I'm referring to this as method 2 in the code below. This method will only launch as many threads as there are columns in the matrix. For a matrix with a sufficiently large number of columns (say 10,000 or more) this method will saturate the GPU and efficiently use the available memory bandwidth. If you inspect the functor, you will see that is a somewhat "unusual" adaptation of thrust, but perfectly legal.
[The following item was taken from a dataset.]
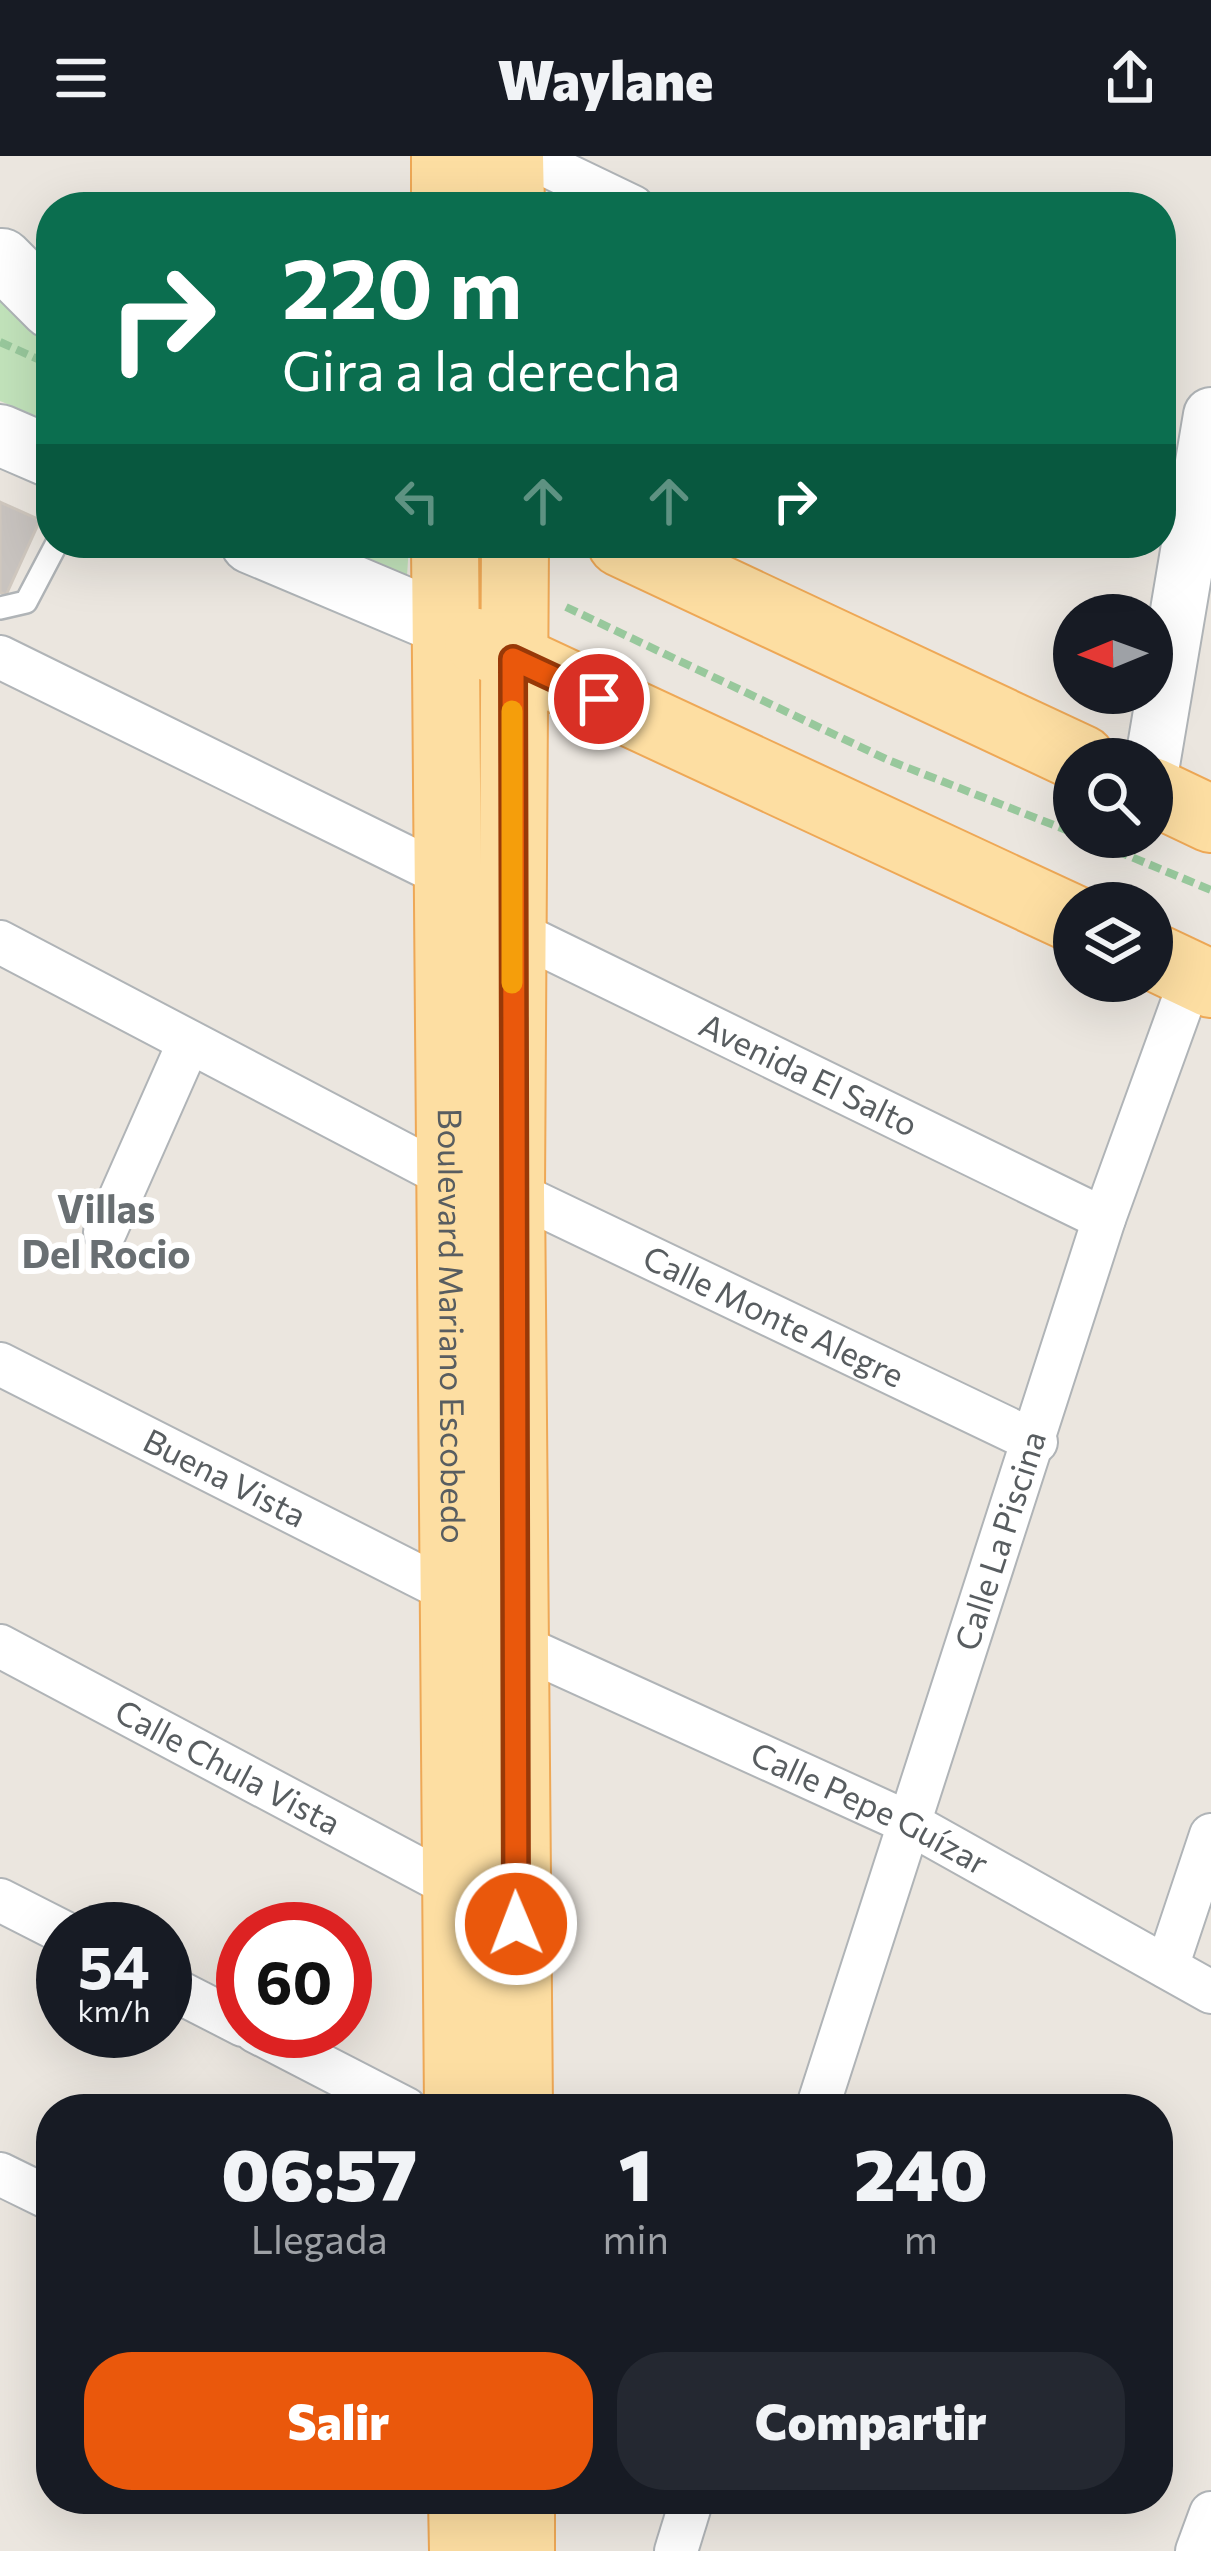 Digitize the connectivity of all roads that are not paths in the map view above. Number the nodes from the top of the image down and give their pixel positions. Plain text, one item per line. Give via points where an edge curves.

Here's the code comparing both methods:

$ cat t994.cu
#include <thrust/device_vector.h>
#include <thrust/reduce.h>
#include <thrust/iterator/permutation_iterator.h>
#include <thrust/iterator/transform_iterator.h>
#include <thrust/iterator/counting_iterator.h>
#include <thrust/functional.h>
#include <thrust/sequence.h>
#include <thrust/transform.h>

#include <iostream>

#define NUMR 1000
#define NUMC 20000
#define TEST_VAL 1

#include <time.h>
#include <sys/time.h>
#define USECPSEC 1000000ULL

long long dtime_usec(unsigned long long start){

  timeval tv;
  gettimeofday(&tv, 0);
  return ((tv.tv_sec*USECPSEC)+tv.tv_usec)-start;
}


typedef int mytype;

// from a linear (row-major) index, return column-major index
struct rm2cm_idx_functor : public thrust::unary_function<int, int>
{
  int r;
  int c;

  rm2cm_idx_functor(int _r, int _c) : r(_r), c(_c) {};

  __host__ __device__
  int operator() (int idx)  {
    unsigned my_r = idx/c;
    unsigned my_c = idx%c;
    return (my_c * r) + my_r;
  }
};


// convert a linear index to a column index
template <typename T>
struct linear_index_to_col_index : public thrust::unary_function<T,T>
{
  T R; // number of rows

  __host__ __device__
  linear_index_to_col_index(T R) : R(R) {}

  __host__ __device__
  T operator()(T i)
  {
    return i / R;
  }
};

struct sum_functor
{
  int R;
  int C;
  mytype *arr;

  sum_functor(int _R, int _C, mytype *_arr) : R(_R), C(_C), arr(_arr) {};

  __host__ __device__
  mytype operator()(int myC){
    mytype sum = 0;
      for (int i = 0; i < R; i++) sum += arr[i*C+myC];
    return sum;
    }
};



int main(){
  int C = NUMC;
  int R = NUMR;
  thrust::device_vector<mytype> array(R*C, TEST_VAL);

// method 1: permutation iterator

// allocate storage for column sums and indices
  thrust::device_vector<mytype> col_sums(C);
  thrust::device_vector<int> col_indices(C);

// compute column sums by summing values with equal column indices
  unsigned long long m1t = dtime_usec(0);
  thrust::reduce_by_key(thrust::make_transform_iterator(thrust::counting_iterator<int>(0), linear_index_to_col_index<int>(R)),
   thrust::make_transform_iterator(thrust::counting_iterator<int>(R*C), linear_index_to_col_index<int>(R)),
   thrust::make_permutation_iterator(array.begin(), thrust::make_transform_iterator(thrust::make_counting_iterator<int>(0), rm2cm_idx_functor(R, C))),
   col_indices.begin(),
   col_sums.begin(),
   thrust::equal_to<int>(),
   thrust::plus<int>());
  cudaDeviceSynchronize();
  m1t = dtime_usec(m1t);
  for (int i = 0; i < C; i++)
    if (col_sums[i] != R*TEST_VAL) {std::cout << "method 1 mismatch at: " << i << " was: " << col_sums[i] << " should be: " << R*TEST_VAL << std::endl; return 1;}
  std::cout << "Method1 time: " << m1t/(float)USECPSEC << "s" << std::endl;

// method 2: column-summing functor

  thrust::device_vector<mytype> fcol_sums(C);
  thrust::sequence(fcol_sums.begin(), fcol_sums.end());  // start with column index
  unsigned long long m2t = dtime_usec(0);
  thrust::transform(fcol_sums.begin(), fcol_sums.end(), fcol_sums.begin(), sum_functor(R, C, thrust::raw_pointer_cast(array.data())));
  cudaDeviceSynchronize();
  m2t = dtime_usec(m2t);
  for (int i = 0; i < C; i++)
    if (fcol_sums[i] != R*TEST_VAL) {std::cout << "method 2 mismatch at: " << i << " was: " << fcol_sums[i] << " should be: " << R*TEST_VAL << std::endl; return 1;}
  std::cout << "Method2 time: " << m2t/(float)USECPSEC << "s" << std::endl;
  return 0;
}
$ nvcc -O3 -o t994 t994.cu
$ ./t994
Method1 time: 0.034817s
Method2 time: 0.00082s
$

It's evident that for a sufficiently large matrix, method 2 is substantially faster than method 1.

If you're unfamiliar with permutation iterators, take a look at the thrust quick start guide.